## Collected data:
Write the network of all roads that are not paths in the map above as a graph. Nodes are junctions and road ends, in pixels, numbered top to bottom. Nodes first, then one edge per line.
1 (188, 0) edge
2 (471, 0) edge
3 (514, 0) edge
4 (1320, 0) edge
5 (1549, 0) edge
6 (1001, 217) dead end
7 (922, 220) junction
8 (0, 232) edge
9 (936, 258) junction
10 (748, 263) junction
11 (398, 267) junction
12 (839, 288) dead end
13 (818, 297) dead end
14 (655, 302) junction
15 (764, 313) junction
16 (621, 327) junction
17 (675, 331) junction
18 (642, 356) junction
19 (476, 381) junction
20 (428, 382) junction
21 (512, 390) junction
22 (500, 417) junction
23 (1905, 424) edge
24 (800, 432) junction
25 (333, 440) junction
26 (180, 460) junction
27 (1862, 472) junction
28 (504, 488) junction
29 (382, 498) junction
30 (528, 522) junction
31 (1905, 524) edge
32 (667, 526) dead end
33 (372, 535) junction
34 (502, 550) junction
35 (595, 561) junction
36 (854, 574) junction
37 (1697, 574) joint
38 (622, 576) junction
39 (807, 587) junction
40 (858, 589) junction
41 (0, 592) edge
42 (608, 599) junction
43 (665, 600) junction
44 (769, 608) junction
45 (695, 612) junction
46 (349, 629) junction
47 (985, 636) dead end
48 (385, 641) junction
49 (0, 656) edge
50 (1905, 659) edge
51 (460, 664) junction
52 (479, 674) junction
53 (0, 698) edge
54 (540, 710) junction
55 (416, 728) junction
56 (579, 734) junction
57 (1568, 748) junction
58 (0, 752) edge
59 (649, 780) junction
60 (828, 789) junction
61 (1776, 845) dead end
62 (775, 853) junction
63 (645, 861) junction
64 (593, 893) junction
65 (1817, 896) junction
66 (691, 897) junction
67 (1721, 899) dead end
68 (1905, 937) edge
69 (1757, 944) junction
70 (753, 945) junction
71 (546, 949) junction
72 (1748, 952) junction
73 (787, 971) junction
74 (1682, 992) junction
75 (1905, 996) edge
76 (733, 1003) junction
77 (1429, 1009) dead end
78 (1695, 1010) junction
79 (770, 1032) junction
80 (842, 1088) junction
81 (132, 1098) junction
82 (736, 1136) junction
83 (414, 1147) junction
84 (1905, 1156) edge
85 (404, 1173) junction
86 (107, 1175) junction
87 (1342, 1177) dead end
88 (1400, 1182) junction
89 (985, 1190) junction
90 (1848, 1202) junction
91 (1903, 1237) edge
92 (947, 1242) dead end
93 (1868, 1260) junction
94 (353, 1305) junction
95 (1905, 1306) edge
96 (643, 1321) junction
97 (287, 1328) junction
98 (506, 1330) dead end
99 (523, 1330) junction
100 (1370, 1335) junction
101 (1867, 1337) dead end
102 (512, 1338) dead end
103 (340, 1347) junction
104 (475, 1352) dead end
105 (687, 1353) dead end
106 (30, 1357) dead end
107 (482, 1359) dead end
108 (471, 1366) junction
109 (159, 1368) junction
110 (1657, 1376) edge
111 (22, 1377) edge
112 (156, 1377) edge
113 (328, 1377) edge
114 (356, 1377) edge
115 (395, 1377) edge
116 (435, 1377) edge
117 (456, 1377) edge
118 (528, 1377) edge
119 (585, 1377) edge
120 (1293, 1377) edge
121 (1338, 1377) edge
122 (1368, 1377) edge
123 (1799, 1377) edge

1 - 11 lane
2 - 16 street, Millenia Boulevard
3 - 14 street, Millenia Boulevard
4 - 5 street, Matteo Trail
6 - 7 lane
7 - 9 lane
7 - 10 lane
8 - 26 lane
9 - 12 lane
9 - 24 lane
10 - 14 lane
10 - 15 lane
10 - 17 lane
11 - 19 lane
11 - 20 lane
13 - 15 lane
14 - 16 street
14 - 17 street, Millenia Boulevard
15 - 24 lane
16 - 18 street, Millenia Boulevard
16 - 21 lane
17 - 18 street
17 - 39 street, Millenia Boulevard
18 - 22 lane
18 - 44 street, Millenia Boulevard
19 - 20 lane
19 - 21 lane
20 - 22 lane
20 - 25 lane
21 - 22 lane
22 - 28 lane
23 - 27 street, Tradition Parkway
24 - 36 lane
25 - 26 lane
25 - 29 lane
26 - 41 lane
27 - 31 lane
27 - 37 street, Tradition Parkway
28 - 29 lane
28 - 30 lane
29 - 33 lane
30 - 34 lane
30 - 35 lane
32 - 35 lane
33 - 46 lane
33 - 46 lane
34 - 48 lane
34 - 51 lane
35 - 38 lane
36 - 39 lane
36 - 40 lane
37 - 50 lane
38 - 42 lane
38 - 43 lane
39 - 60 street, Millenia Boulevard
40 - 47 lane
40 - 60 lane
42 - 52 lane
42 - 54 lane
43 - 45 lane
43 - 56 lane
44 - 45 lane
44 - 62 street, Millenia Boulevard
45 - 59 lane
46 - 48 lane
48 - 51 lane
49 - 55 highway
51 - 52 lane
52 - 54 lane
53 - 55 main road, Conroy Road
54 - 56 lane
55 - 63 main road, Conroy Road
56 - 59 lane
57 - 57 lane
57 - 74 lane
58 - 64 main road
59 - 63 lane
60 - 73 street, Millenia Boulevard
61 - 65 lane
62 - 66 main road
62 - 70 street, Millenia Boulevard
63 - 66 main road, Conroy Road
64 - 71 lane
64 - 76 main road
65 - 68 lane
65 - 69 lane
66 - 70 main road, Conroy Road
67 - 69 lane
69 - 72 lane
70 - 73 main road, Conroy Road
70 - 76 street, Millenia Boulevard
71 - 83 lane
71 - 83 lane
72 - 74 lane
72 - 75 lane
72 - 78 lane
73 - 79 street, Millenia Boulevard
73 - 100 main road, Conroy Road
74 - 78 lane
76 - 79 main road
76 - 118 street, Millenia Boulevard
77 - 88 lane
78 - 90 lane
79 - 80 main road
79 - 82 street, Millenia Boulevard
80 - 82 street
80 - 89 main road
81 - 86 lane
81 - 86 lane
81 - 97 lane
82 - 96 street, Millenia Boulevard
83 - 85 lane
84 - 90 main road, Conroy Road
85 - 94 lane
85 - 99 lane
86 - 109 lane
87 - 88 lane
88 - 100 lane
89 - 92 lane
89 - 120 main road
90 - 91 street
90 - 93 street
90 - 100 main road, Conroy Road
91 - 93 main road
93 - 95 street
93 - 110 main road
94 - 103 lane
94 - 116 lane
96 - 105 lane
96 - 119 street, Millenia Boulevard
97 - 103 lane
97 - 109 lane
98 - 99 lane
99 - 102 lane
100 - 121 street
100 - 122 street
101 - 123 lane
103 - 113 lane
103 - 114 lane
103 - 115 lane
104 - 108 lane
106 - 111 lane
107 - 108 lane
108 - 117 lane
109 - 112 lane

## Work order:
What the answer needs is every line from the data above with "Parkway" in it.

## Answer box:
23 - 27 street, Tradition Parkway
27 - 37 street, Tradition Parkway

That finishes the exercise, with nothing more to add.